### WHAT TO PRODUCE
Each entry needs to be reproduced verbatim.
────
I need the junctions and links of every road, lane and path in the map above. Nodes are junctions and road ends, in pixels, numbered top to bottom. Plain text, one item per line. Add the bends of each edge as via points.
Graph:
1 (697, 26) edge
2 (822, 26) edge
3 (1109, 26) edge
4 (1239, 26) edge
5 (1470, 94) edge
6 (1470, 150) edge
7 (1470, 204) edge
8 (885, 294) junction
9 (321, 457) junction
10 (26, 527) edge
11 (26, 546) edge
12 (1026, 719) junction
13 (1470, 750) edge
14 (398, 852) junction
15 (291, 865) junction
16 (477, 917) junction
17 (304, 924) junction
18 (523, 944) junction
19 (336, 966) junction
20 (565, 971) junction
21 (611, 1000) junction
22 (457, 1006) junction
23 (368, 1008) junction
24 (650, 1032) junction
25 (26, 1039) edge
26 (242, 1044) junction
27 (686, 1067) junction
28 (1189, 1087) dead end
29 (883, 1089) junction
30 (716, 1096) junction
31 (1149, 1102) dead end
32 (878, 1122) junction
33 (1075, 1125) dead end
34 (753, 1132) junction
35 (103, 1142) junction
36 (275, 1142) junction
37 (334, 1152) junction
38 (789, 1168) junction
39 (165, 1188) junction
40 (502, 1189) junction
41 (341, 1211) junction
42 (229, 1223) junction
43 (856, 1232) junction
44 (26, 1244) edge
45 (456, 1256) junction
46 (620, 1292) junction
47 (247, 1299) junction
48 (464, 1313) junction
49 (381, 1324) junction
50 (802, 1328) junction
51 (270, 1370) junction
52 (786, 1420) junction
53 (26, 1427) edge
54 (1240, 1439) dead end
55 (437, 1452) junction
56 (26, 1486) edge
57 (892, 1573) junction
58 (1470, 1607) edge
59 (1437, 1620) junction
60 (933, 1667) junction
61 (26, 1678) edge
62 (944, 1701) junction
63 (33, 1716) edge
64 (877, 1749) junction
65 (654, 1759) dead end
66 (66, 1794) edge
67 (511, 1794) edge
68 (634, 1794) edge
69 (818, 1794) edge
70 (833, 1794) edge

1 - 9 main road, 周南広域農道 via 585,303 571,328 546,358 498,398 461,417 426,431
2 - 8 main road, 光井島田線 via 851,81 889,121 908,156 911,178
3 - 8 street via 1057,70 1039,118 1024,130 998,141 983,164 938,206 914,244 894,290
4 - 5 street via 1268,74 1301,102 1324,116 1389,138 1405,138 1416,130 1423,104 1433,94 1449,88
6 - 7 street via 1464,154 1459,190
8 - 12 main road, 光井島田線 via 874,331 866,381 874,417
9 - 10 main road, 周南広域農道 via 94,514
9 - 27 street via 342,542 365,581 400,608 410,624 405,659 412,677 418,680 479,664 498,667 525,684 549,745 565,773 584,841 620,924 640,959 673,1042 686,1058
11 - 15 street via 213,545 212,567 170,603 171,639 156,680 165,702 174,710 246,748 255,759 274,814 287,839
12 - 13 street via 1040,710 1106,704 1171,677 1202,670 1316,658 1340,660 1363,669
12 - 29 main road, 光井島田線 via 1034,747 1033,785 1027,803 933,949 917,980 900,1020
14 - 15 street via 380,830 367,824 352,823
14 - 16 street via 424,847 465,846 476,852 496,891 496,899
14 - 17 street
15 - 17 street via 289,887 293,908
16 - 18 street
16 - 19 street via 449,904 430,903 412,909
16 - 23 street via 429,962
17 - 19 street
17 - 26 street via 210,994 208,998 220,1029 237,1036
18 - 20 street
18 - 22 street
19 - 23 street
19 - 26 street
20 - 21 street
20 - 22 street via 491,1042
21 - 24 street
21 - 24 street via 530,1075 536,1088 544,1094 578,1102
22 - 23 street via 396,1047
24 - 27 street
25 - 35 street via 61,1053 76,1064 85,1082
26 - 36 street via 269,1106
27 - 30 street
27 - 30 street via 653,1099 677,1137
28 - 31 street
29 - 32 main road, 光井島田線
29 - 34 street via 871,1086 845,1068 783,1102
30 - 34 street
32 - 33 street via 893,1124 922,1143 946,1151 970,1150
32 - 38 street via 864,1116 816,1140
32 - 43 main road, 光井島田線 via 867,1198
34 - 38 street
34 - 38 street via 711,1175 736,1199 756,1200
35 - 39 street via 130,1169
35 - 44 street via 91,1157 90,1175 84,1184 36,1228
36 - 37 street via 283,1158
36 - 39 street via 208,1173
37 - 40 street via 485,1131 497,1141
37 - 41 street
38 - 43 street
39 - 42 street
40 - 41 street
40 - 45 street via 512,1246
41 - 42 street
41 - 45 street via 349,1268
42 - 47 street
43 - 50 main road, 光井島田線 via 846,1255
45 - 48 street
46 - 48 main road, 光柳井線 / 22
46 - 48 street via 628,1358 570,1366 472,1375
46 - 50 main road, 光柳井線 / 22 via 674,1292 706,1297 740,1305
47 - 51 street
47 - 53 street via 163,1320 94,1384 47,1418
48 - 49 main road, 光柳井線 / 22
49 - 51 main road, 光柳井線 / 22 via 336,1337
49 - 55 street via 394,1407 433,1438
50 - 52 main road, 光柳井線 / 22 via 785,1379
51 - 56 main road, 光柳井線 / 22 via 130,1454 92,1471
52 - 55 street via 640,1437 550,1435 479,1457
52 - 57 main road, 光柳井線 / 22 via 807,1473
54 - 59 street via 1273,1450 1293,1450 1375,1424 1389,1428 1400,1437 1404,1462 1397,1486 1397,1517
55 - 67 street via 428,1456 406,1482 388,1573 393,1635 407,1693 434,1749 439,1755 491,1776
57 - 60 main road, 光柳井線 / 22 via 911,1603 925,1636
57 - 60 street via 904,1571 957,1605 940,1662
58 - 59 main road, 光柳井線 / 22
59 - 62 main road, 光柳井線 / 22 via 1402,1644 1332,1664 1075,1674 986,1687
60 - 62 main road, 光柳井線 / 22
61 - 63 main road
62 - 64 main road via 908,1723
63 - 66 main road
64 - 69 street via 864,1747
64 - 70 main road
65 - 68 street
────
### SOLUTION FOR THIS TASK
I need the junctions and links of every road, lane and path in the map above. Nodes are junctions and road ends, in pixels, numbered top to bottom. Plain text, one item per line. Add the bends of each edge as via points.
Graph:
1 (697, 26) edge
2 (822, 26) edge
3 (1109, 26) edge
4 (1239, 26) edge
5 (1470, 94) edge
6 (1470, 150) edge
7 (1470, 204) edge
8 (885, 294) junction
9 (321, 457) junction
10 (26, 527) edge
11 (26, 546) edge
12 (1026, 719) junction
13 (1470, 750) edge
14 (398, 852) junction
15 (291, 865) junction
16 (477, 917) junction
17 (304, 924) junction
18 (523, 944) junction
19 (336, 966) junction
20 (565, 971) junction
21 (611, 1000) junction
22 (457, 1006) junction
23 (368, 1008) junction
24 (650, 1032) junction
25 (26, 1039) edge
26 (242, 1044) junction
27 (686, 1067) junction
28 (1189, 1087) dead end
29 (883, 1089) junction
30 (716, 1096) junction
31 (1149, 1102) dead end
32 (878, 1122) junction
33 (1075, 1125) dead end
34 (753, 1132) junction
35 (103, 1142) junction
36 (275, 1142) junction
37 (334, 1152) junction
38 (789, 1168) junction
39 (165, 1188) junction
40 (502, 1189) junction
41 (341, 1211) junction
42 (229, 1223) junction
43 (856, 1232) junction
44 (26, 1244) edge
45 (456, 1256) junction
46 (620, 1292) junction
47 (247, 1299) junction
48 (464, 1313) junction
49 (381, 1324) junction
50 (802, 1328) junction
51 (270, 1370) junction
52 (786, 1420) junction
53 (26, 1427) edge
54 (1240, 1439) dead end
55 (437, 1452) junction
56 (26, 1486) edge
57 (892, 1573) junction
58 (1470, 1607) edge
59 (1437, 1620) junction
60 (933, 1667) junction
61 (26, 1678) edge
62 (944, 1701) junction
63 (33, 1716) edge
64 (877, 1749) junction
65 (654, 1759) dead end
66 (66, 1794) edge
67 (511, 1794) edge
68 (634, 1794) edge
69 (818, 1794) edge
70 (833, 1794) edge

1 - 9 main road, 周南広域農道 via 585,303 571,328 546,358 498,398 461,417 426,431
2 - 8 main road, 光井島田線 via 851,81 889,121 908,156 911,178
3 - 8 street via 1057,70 1039,118 1024,130 998,141 983,164 938,206 914,244 894,290
4 - 5 street via 1268,74 1301,102 1324,116 1389,138 1405,138 1416,130 1423,104 1433,94 1449,88
6 - 7 street via 1464,154 1459,190
8 - 12 main road, 光井島田線 via 874,331 866,381 874,417
9 - 10 main road, 周南広域農道 via 94,514
9 - 27 street via 342,542 365,581 400,608 410,624 405,659 412,677 418,680 479,664 498,667 525,684 549,745 565,773 584,841 620,924 640,959 673,1042 686,1058
11 - 15 street via 213,545 212,567 170,603 171,639 156,680 165,702 174,710 246,748 255,759 274,814 287,839
12 - 13 street via 1040,710 1106,704 1171,677 1202,670 1316,658 1340,660 1363,669
12 - 29 main road, 光井島田線 via 1034,747 1033,785 1027,803 933,949 917,980 900,1020
14 - 15 street via 380,830 367,824 352,823
14 - 16 street via 424,847 465,846 476,852 496,891 496,899
14 - 17 street
15 - 17 street via 289,887 293,908
16 - 18 street
16 - 19 street via 449,904 430,903 412,909
16 - 23 street via 429,962
17 - 19 street
17 - 26 street via 210,994 208,998 220,1029 237,1036
18 - 20 street
18 - 22 street
19 - 23 street
19 - 26 street
20 - 21 street
20 - 22 street via 491,1042
21 - 24 street
21 - 24 street via 530,1075 536,1088 544,1094 578,1102
22 - 23 street via 396,1047
24 - 27 street
25 - 35 street via 61,1053 76,1064 85,1082
26 - 36 street via 269,1106
27 - 30 street
27 - 30 street via 653,1099 677,1137
28 - 31 street
29 - 32 main road, 光井島田線
29 - 34 street via 871,1086 845,1068 783,1102
30 - 34 street
32 - 33 street via 893,1124 922,1143 946,1151 970,1150
32 - 38 street via 864,1116 816,1140
32 - 43 main road, 光井島田線 via 867,1198
34 - 38 street
34 - 38 street via 711,1175 736,1199 756,1200
35 - 39 street via 130,1169
35 - 44 street via 91,1157 90,1175 84,1184 36,1228
36 - 37 street via 283,1158
36 - 39 street via 208,1173
37 - 40 street via 485,1131 497,1141
37 - 41 street
38 - 43 street
39 - 42 street
40 - 41 street
40 - 45 street via 512,1246
41 - 42 street
41 - 45 street via 349,1268
42 - 47 street
43 - 50 main road, 光井島田線 via 846,1255
45 - 48 street
46 - 48 main road, 光柳井線 / 22
46 - 48 street via 628,1358 570,1366 472,1375
46 - 50 main road, 光柳井線 / 22 via 674,1292 706,1297 740,1305
47 - 51 street
47 - 53 street via 163,1320 94,1384 47,1418
48 - 49 main road, 光柳井線 / 22
49 - 51 main road, 光柳井線 / 22 via 336,1337
49 - 55 street via 394,1407 433,1438
50 - 52 main road, 光柳井線 / 22 via 785,1379
51 - 56 main road, 光柳井線 / 22 via 130,1454 92,1471
52 - 55 street via 640,1437 550,1435 479,1457
52 - 57 main road, 光柳井線 / 22 via 807,1473
54 - 59 street via 1273,1450 1293,1450 1375,1424 1389,1428 1400,1437 1404,1462 1397,1486 1397,1517
55 - 67 street via 428,1456 406,1482 388,1573 393,1635 407,1693 434,1749 439,1755 491,1776
57 - 60 main road, 光柳井線 / 22 via 911,1603 925,1636
57 - 60 street via 904,1571 957,1605 940,1662
58 - 59 main road, 光柳井線 / 22
59 - 62 main road, 光柳井線 / 22 via 1402,1644 1332,1664 1075,1674 986,1687
60 - 62 main road, 光柳井線 / 22
61 - 63 main road
62 - 64 main road via 908,1723
63 - 66 main road
64 - 69 street via 864,1747
64 - 70 main road
65 - 68 street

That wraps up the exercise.